══ Records for processing ══
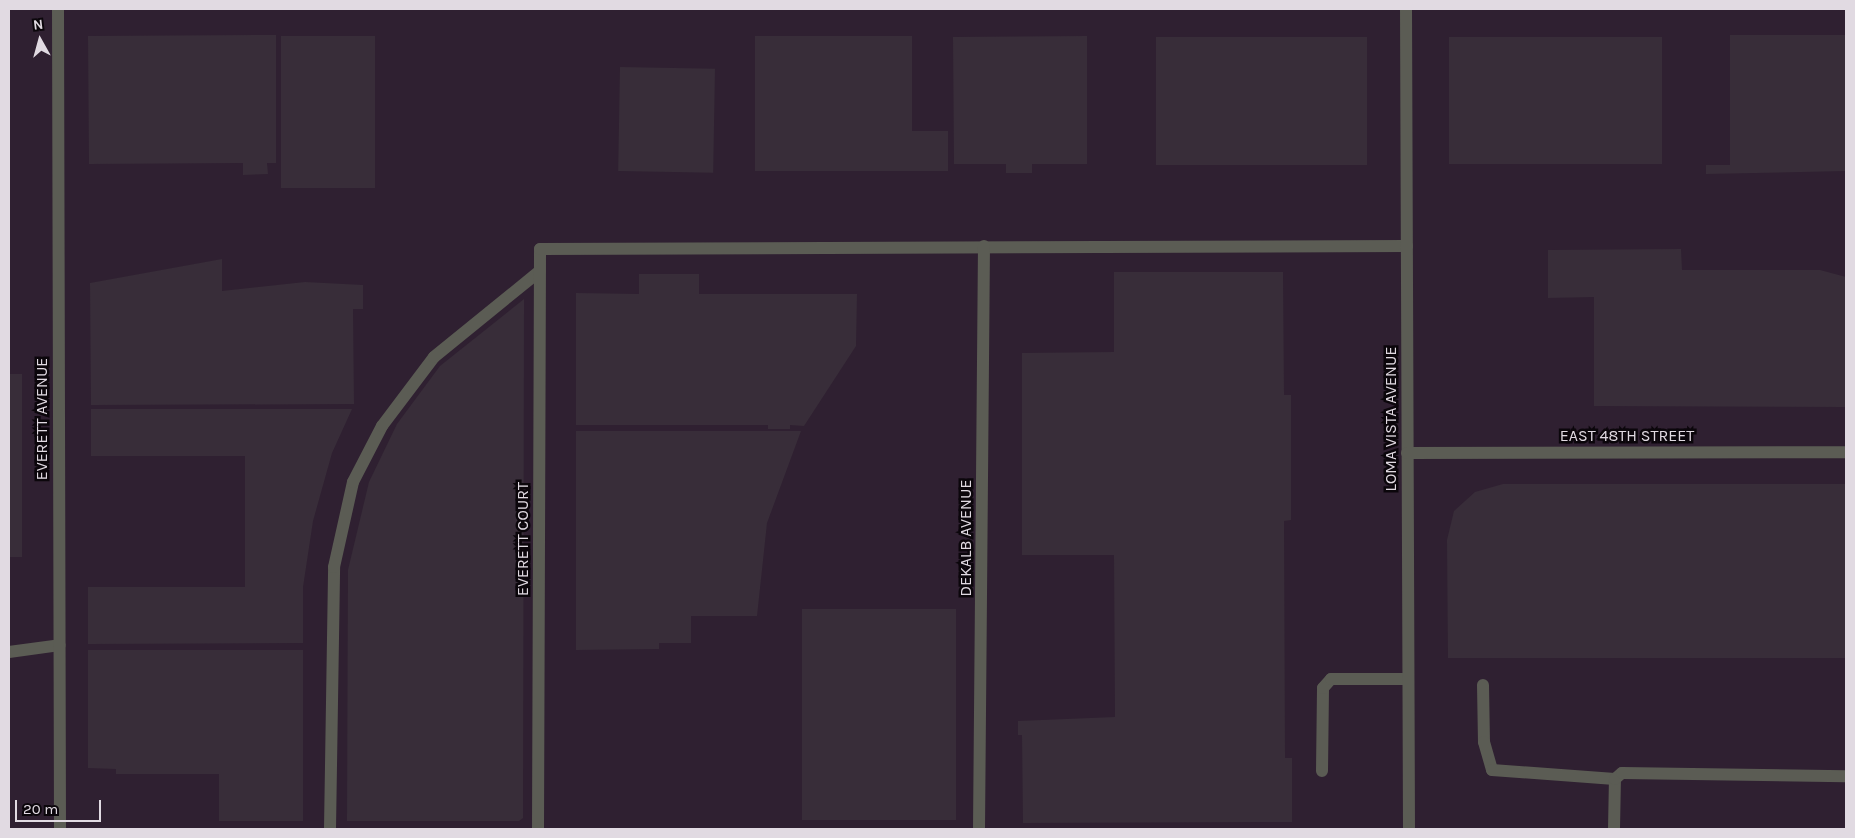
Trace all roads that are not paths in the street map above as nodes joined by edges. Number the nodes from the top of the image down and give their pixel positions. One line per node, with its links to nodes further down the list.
1 (58, 9): 8 (street, EVERETT AVENUE)
2 (1406, 9): 4 (street, LOMA VISTA AVENUE)
3 (984, 246): 4 (street); 5 (street, EVERETT COURT); 18 (street, DEKALB AVENUE)
4 (1407, 246): 7 (street, LOMA VISTA AVENUE)
5 (540, 271): 16 (street); 17 (street, EVERETT COURT)
6 (1846, 452): 7 (street, EAST 48TH STREET)
7 (1408, 453): 10 (street, LOMA VISTA AVENUE)
8 (60, 645): 9 (street); 15 (street, EVERETT AVENUE)
9 (9, 652)
10 (1408, 680): 12 (street); 19 (street, LOMA VISTA AVENUE)
11 (1483, 685): 14 (street)
12 (1322, 771)
13 (1846, 776): 14 (street)
14 (1615, 778): 20 (street)
15 (60, 829)
16 (330, 829)
17 (538, 829)
18 (979, 829)
19 (1409, 829)
20 (1614, 829)

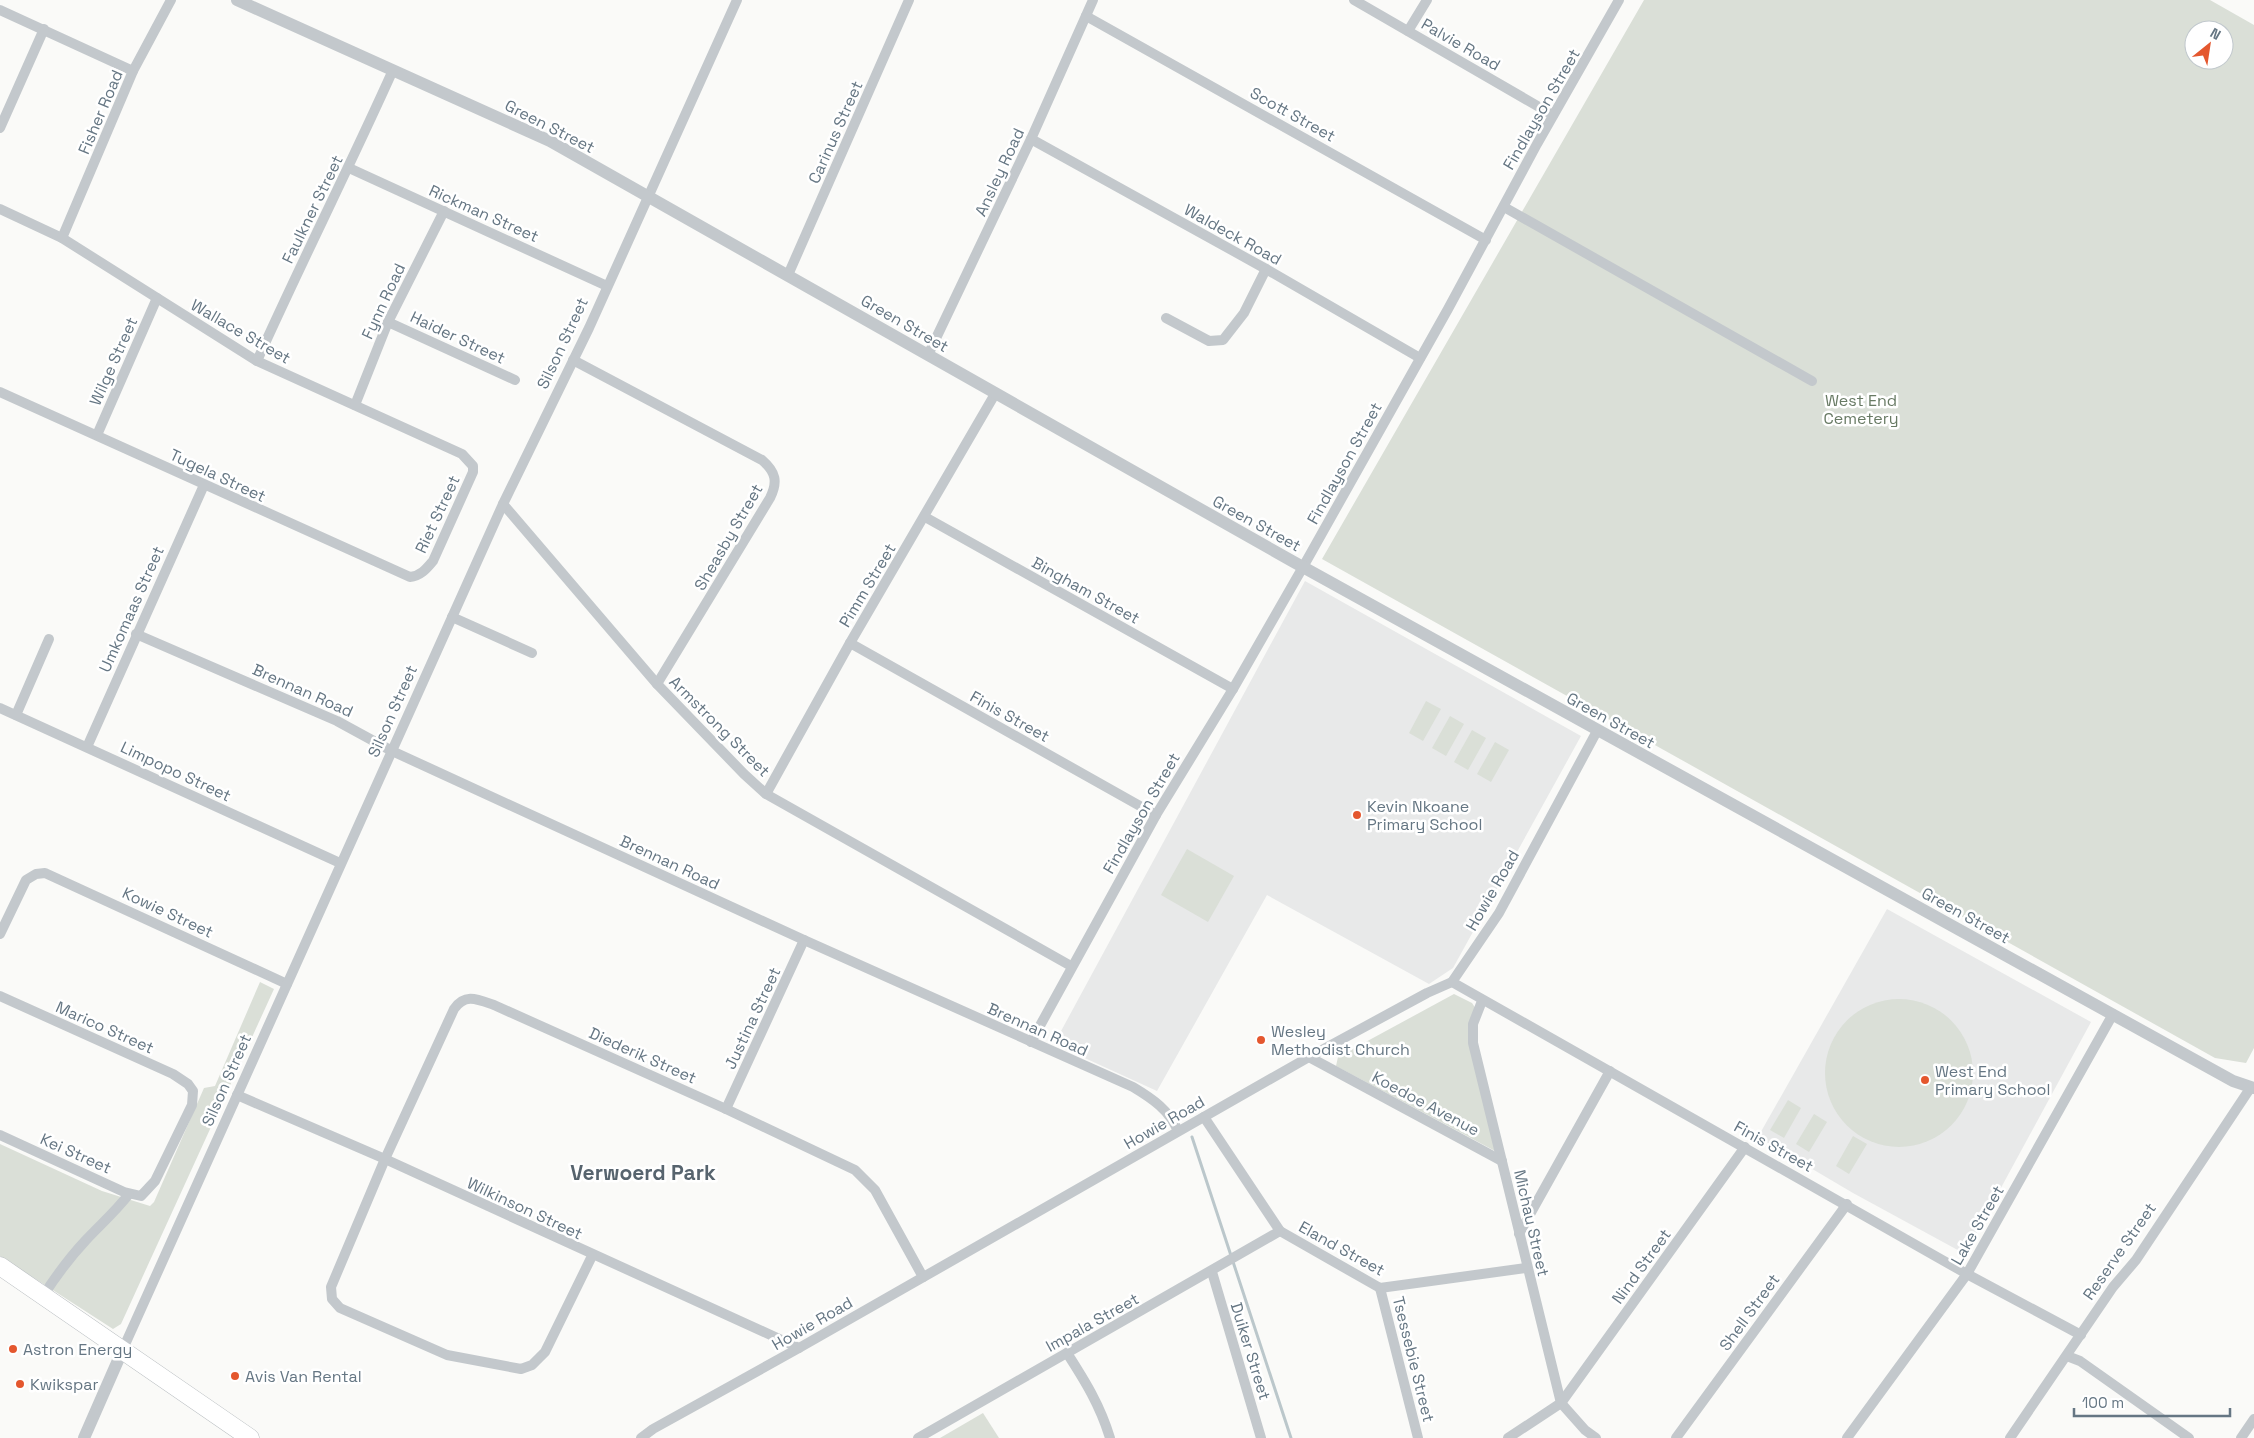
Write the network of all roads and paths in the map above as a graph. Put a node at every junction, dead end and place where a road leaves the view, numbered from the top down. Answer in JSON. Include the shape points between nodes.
═══
_How to complete this task_
Copy the listing above word for word. Do not include the pictures.

_Written response_
Trace all roads that are not paths in the street map above as nodes joined by edges. Number the nodes from the top of the image down and give their pixel positions. One line per node, with its links to nodes further down the list.
1 (58, 9): 8 (street, EVERETT AVENUE)
2 (1406, 9): 4 (street, LOMA VISTA AVENUE)
3 (984, 246): 4 (street); 5 (street, EVERETT COURT); 18 (street, DEKALB AVENUE)
4 (1407, 246): 7 (street, LOMA VISTA AVENUE)
5 (540, 271): 16 (street); 17 (street, EVERETT COURT)
6 (1846, 452): 7 (street, EAST 48TH STREET)
7 (1408, 453): 10 (street, LOMA VISTA AVENUE)
8 (60, 645): 9 (street); 15 (street, EVERETT AVENUE)
9 (9, 652)
10 (1408, 680): 12 (street); 19 (street, LOMA VISTA AVENUE)
11 (1483, 685): 14 (street)
12 (1322, 771)
13 (1846, 776): 14 (street)
14 (1615, 778): 20 (street)
15 (60, 829)
16 (330, 829)
17 (538, 829)
18 (979, 829)
19 (1409, 829)
20 (1614, 829)

Write the network of all roads and paths in the map above as a graph. Put a node at every junction, dead end and place where a road leaves the view, numbered from the top down. Answer in JSON. Include the shape points between nodes.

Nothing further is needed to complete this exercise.